I was trying to make the code below to work:

fn issue() {
    trait Reader {
        fn read(&self, buf: &mut [u8]);
    }

    struct Abc {
        f: Box<dyn Reader>,
        buf: [u8; 32],
    }

    impl Reader for u8 {
        fn read(&self, buf: &mut [u8]) {
            buf[0] = 0;
        }
    }

    let buf = [0u8; 32];
    let abc = Rc::new(RefCell::new(Abc {
        f: Box::new(100u8),
        buf,
    }));
    let mut abc_mut_ref = abc.borrow_mut();
    // can't work, compiling error:
    // abc_mut_ref.f.read(&mut abc_ref.buf[..]);

    // can't do it like below, runtime error:
    // let abc_ref = abc.borrow();
    // abc_ref.f.read(&mut abc_mut_ref.buf[..]);
}

There are 2 solutions from the commented code, which are unfortunately both wrong.
And I found that if Rc/RefCell wasn't used (just use a mutable ref), it can work:

    // it can work like below:
    let abc2 = &mut Abc {
        f: Box::new(100u8),
        buf,
    };
    abc2.f.read(&mut abc2.buf[..]);

Is there any solution to this issue? Thanks.

Your first version is the right, it just needs some edge closing.

First. it should be:

abc_mut_ref.f.read(&mut abc_mut_ref.buf[..]);

And not:

abc_mut_ref.f.read(&mut abc_ref.buf[..]);

Second, you should define abc_mut_ref as following:

let abc_mut_ref = &mut *abc.borrow_mut();

Why is the &mut *?
RefCell::borrow_mut() returns a RefMut instance. This type implements DerefMut and Deref. Looking at their declaration:

pub trait Deref {
    type Target: ?Sized;
    pub fn deref(&self) -> &Self::Target;
}
pub trait DerefMut: Deref {
    pub fn deref_mut(&mut self) -> &mut Self::Target;
}

Now you can desugar your code:

let abc_mut_ref = abc.borrow_mut();
abc_mut_ref.f.read(&mut abc_mut_ref.buf[..]);
// Desugars into:
let mut abc_mut_ref: RefMut<Abc> = abc.borrow_mut();
let buf: &mut [u8; 32] = &mut DerefMut::deref_mut(&mut abc_mut_ref).buf[..];
let f: &Box<dyn Reader> = &Deref::deref(&abc_mut_ref).f;
Reader::read(f, buf);

See the problem? First we take a mutable reference to abc_mut_ref to call deref_mut(), then we take a shared reference to call deref() while the mutable reference is still alive! Usually, this works, because the compiler is smart enough to figure out that buf and f are disjoint fields and thus borrowing one can not affect the other. But here, since we hide the borrowed field behind DerefMut, the compiler does not knows that - from its point of view, RefMut::deref_mut() and RefMut::deref() can use any field!

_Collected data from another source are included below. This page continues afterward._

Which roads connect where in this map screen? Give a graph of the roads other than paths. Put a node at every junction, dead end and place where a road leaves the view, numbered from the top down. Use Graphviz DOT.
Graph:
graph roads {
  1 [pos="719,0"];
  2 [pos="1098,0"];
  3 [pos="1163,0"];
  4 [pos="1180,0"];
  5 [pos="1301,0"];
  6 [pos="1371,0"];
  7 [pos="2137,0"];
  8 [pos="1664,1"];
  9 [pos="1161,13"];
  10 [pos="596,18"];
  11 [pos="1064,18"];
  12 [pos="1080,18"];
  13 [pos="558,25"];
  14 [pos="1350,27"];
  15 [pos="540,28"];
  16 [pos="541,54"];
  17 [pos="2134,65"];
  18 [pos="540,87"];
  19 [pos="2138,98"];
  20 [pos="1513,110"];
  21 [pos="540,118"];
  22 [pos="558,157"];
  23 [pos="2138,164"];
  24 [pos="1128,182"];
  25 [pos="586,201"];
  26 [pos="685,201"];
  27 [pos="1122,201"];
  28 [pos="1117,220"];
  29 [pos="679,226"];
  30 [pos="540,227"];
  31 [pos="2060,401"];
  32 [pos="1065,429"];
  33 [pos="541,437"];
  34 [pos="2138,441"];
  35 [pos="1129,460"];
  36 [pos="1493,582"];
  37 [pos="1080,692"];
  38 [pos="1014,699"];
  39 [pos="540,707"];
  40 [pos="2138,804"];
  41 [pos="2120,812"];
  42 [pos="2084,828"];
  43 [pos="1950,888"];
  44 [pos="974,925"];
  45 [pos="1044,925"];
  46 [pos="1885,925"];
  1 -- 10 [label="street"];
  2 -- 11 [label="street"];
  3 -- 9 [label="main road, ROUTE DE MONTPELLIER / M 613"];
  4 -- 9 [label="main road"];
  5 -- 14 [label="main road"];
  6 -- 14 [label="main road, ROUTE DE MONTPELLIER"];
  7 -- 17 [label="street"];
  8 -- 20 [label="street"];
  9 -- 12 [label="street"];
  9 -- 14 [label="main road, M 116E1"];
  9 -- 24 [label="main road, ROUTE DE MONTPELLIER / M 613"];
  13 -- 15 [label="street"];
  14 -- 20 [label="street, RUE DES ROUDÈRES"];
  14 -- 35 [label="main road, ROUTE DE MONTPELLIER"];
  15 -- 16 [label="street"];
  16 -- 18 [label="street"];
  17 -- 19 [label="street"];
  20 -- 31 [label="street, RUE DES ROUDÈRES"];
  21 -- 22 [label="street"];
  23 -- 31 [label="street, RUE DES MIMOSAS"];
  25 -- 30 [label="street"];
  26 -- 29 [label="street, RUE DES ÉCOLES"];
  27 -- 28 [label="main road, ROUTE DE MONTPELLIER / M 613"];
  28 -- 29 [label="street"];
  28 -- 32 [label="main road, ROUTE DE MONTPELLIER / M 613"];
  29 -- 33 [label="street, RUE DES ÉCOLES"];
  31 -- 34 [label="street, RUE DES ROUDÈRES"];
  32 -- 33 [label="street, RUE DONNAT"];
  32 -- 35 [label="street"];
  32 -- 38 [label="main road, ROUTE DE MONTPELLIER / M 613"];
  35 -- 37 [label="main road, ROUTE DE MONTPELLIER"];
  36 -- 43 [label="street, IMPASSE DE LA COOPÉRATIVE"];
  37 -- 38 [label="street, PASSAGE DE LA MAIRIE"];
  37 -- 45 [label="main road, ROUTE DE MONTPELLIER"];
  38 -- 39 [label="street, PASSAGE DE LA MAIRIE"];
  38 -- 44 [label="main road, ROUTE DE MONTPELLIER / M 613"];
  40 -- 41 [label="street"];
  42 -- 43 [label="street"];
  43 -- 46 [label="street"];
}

Now let's desugar my solution:

let abc_mut_ref = &mut *abc.borrow_mut();
abc_mut_ref.f.read(&mut abc_mut_ref.buf[..]);
// Desugars into:
let abc_mut_ref: &mut Abc = DerefMut::deref_mut(&mut abc.borrow_mut());
let buf: &mut [u8; 32] = &mut abc_mut_ref.buf[..];
let f: &dyn Reader = &abc_mut_ref.f; // Actually has deref coercion
Reader::read(f, buf);

Now that we deref earlier, we get a normal reference, and the compiler can figure out disjoint fields.